Kootu is a simple 2-in-one non-sour dish that can substitute for both dal and subzi. Being a cooker dish, it is also very quick and easy. You just bung everything in the cooker and hey presto! A tasty dish is ready in a few minutes. It has any number of variations that can be served with rice. It can be made into a thick or thin consistency, with or without ground masala. And oh, there is also my signature ‘lazy’ version, which I will share at the end of the post 😊
Kootu is a family favourite with the elder son and his father being especially partial to it. In fact, even if he were served kootu everyday, the husband wouldn’t complain. I remember my Mother-in-law telling me he was called Kootu Pehalwan, when he was young, as he would demolish the better portion of the kootu all by himself!
Kootu means ‘combination’ in Tamil. The name perhaps came from the fact that several vegetables are used together in the dish, though it is also made with just one vegetable.
Some vegetables and kootu are made-for-each-other. Snake gourd and field beans (sem/papdi) for instance. They impart a special flavour to the dish. Though we can use just about any vegetable for kootu, some vegetables just don’t gel with the kootu. Cauliflower, for instance. But cabbage tastes great. Likewise white pumpkin is good in kootu, but not yellow pumpkin. The latter taste great in sambar though.
Personally, I love a combination of French beans, carrots and peas as it makes for a very colourful kootu. Very convenient when there is not enough of a one vegetable to make a stir-fry, which I usually make almost every day. I add a potato to bring them all together.
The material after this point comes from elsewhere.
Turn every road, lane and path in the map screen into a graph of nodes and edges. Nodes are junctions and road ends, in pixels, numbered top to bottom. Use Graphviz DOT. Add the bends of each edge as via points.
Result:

I am sharing the recipes of three types of kootu here. The first one, Molagoottal is so called as it has pepper in it and is a traditional Tamil kootu. (Milagu/molagu is pepper in Tamil). The second one has unroasted masala and the third one is my favourite lazy one!
Kootu 1 – Molagoottal)
Ingredients (For 4-5 servings)
- Beans – 1 cup (small teacup)
- Carrots – 1 cup
- Peas – I cup
- Potato – 1 cup
(chop all vegetables into small pieces as shown in picture)
- Moong dal – ½ cup
- Turmeric powder – ¼ tsp
- Salt to taste
Masala to roast and grind:
- Urad dal – 1 tbsp
- Pepper – ½ tsp
- Jeera – 1 tsp
- Coconut – 1 tbsp
- Red chilly – 1
- Mustard seeds – ½ tsp
- Urad dal – ½ tsp
- Curry leaves – 8-10
- Hing – a large pinch
- Soak the moong dal for half an hour.
- Pressure cook the dal and vegetables with turmeric powder for 2 whistles. Let the pressure come down by itself.
- In the meanwhile, take half a tsp of oil and saute the urad dal till the dal almost turns golden. Add the chilly and pepper and fry a little. Add the jeera and coconut and heat it through. No need to saute it much. Switch off the heat. Let the roasted masala cool.
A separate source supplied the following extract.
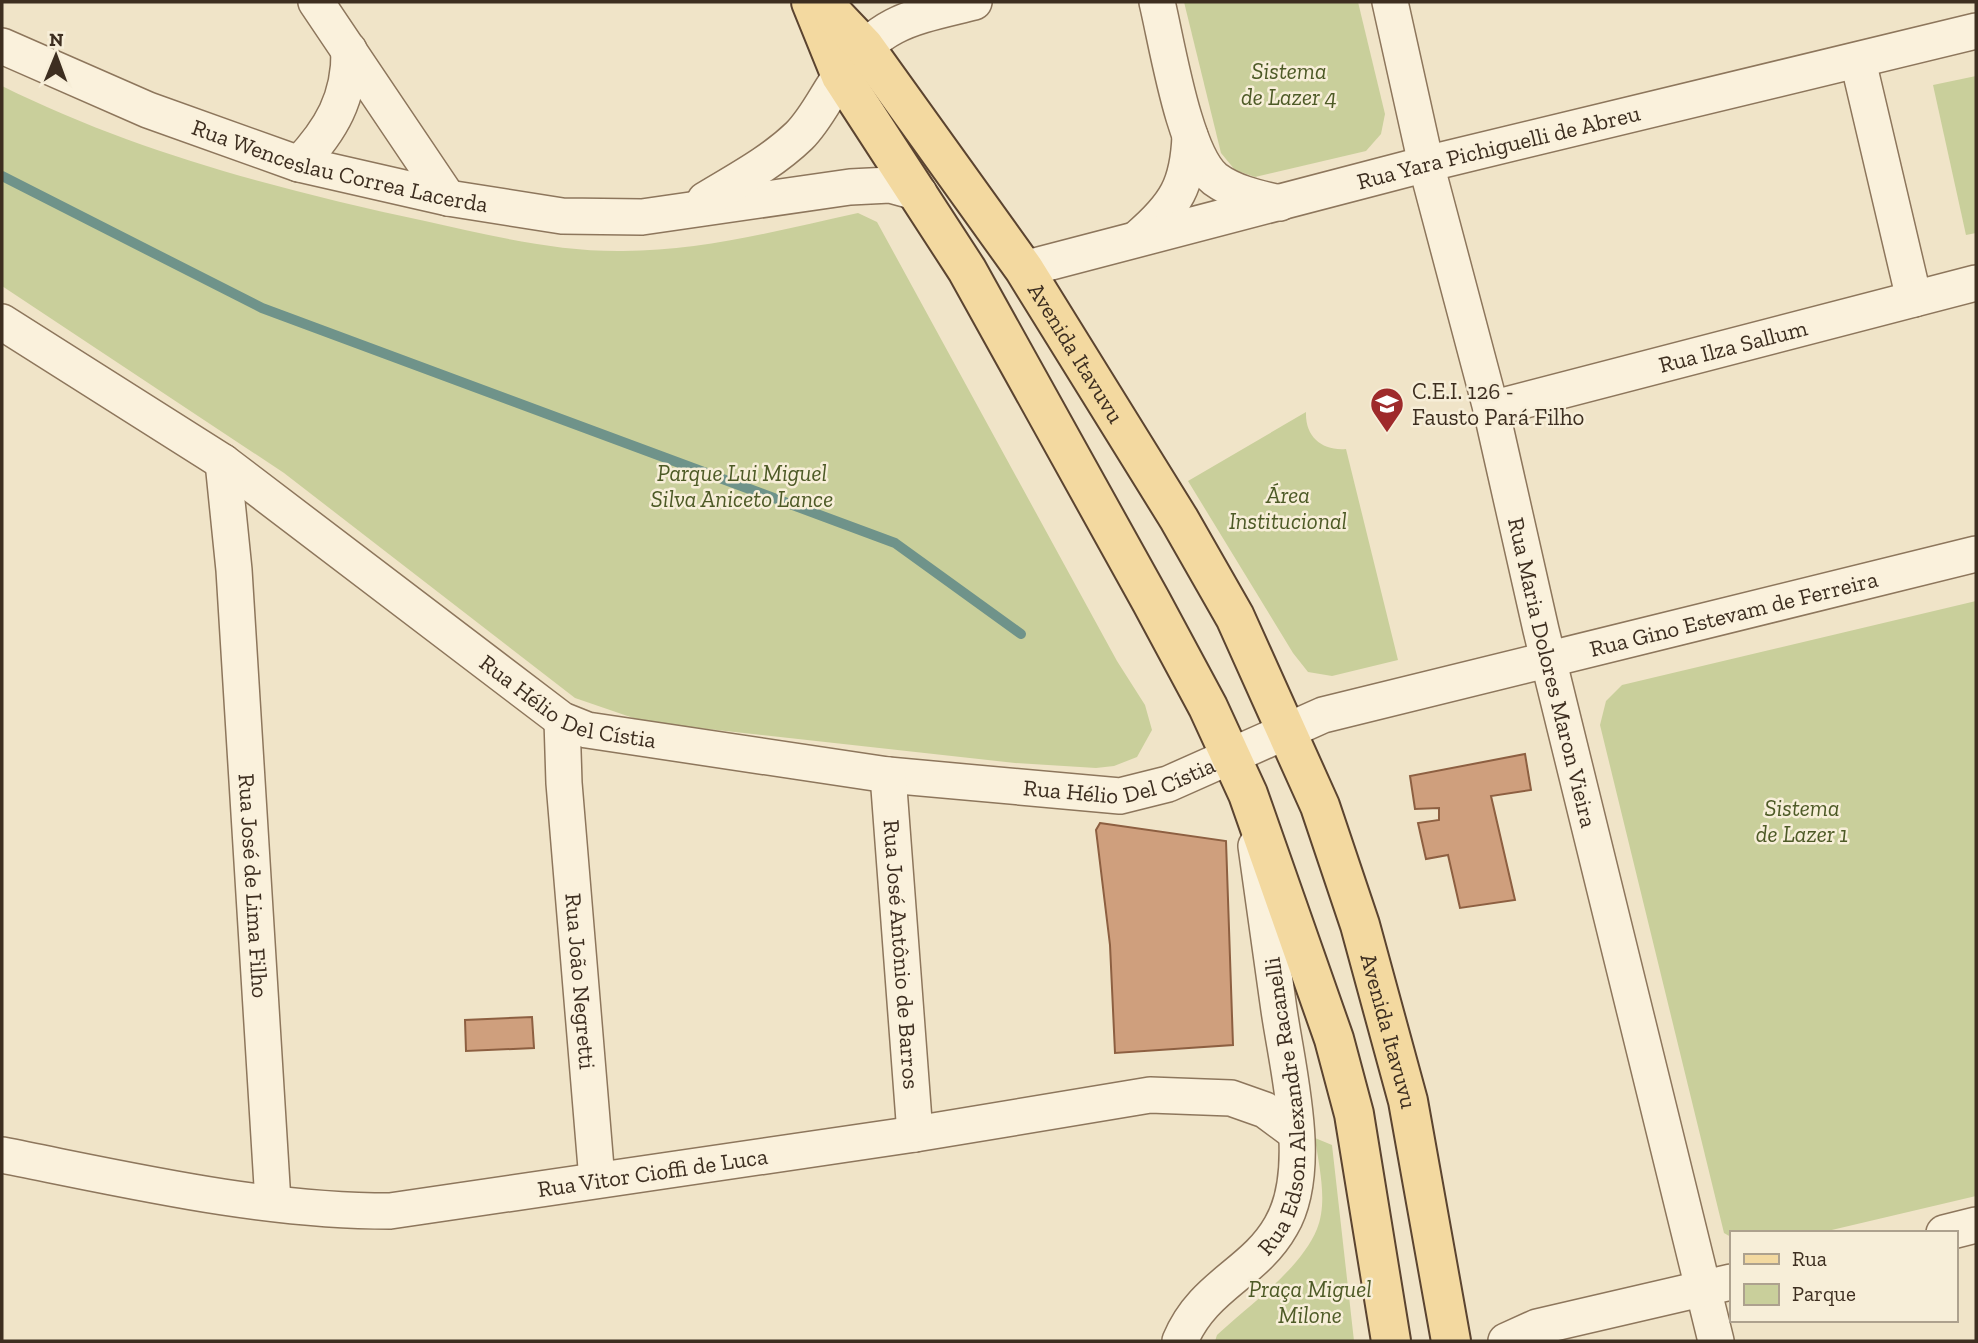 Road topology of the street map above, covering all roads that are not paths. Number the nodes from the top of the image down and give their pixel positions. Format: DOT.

- Grind into a fine paste adding a little water.
- Open the cooker, add the ground paste and a few of the curry leaves. Add the required salt and bring to a boil.
- Switch off the flame and transfer to a serving bowl.
- Heat a tsp of oil and add mustard. When it sputters, add the urad dal. When the dal turns golden, add curry leaves and hing. Pour into the kootu.
- Mix and serve.
Cook dal and vegetables as for Molagoottal.
Masala to grind:
- Coconut – 2 tbsp
- Jeera – 1 tsp
- Red chilly – 1-2
Grind all the ingredients raw and mix with the cooked dal and vegetables. Add salt according to taste and water as per your requirement. This kootu is generally a little runny.
Tempering is the same as for Molagoottal.
Kootu 3 – Easy Kootu (My lazy version)
Add the soaked dal, vegetables, salt, haldi, and 2 tsp of rasam powder. For best results use my recipe of rasam powder. Remove after 2 whistles. I use moong dal with chilka too, for my lazy kootu!
Make a tadka of the mustard, urad dal, hing and curry leaves. To make it look as if you have worked hard, you can saute a tsp of grated coconut and pour add it to the kootu!
Your tasty, delicious and very easy kootu is ready! This goes well with both rice and roti/paratha.
- You can use toor dal also instead of moong dal. But you have to cook it separately as the vegetables will get too mushy if cooked along with the dal.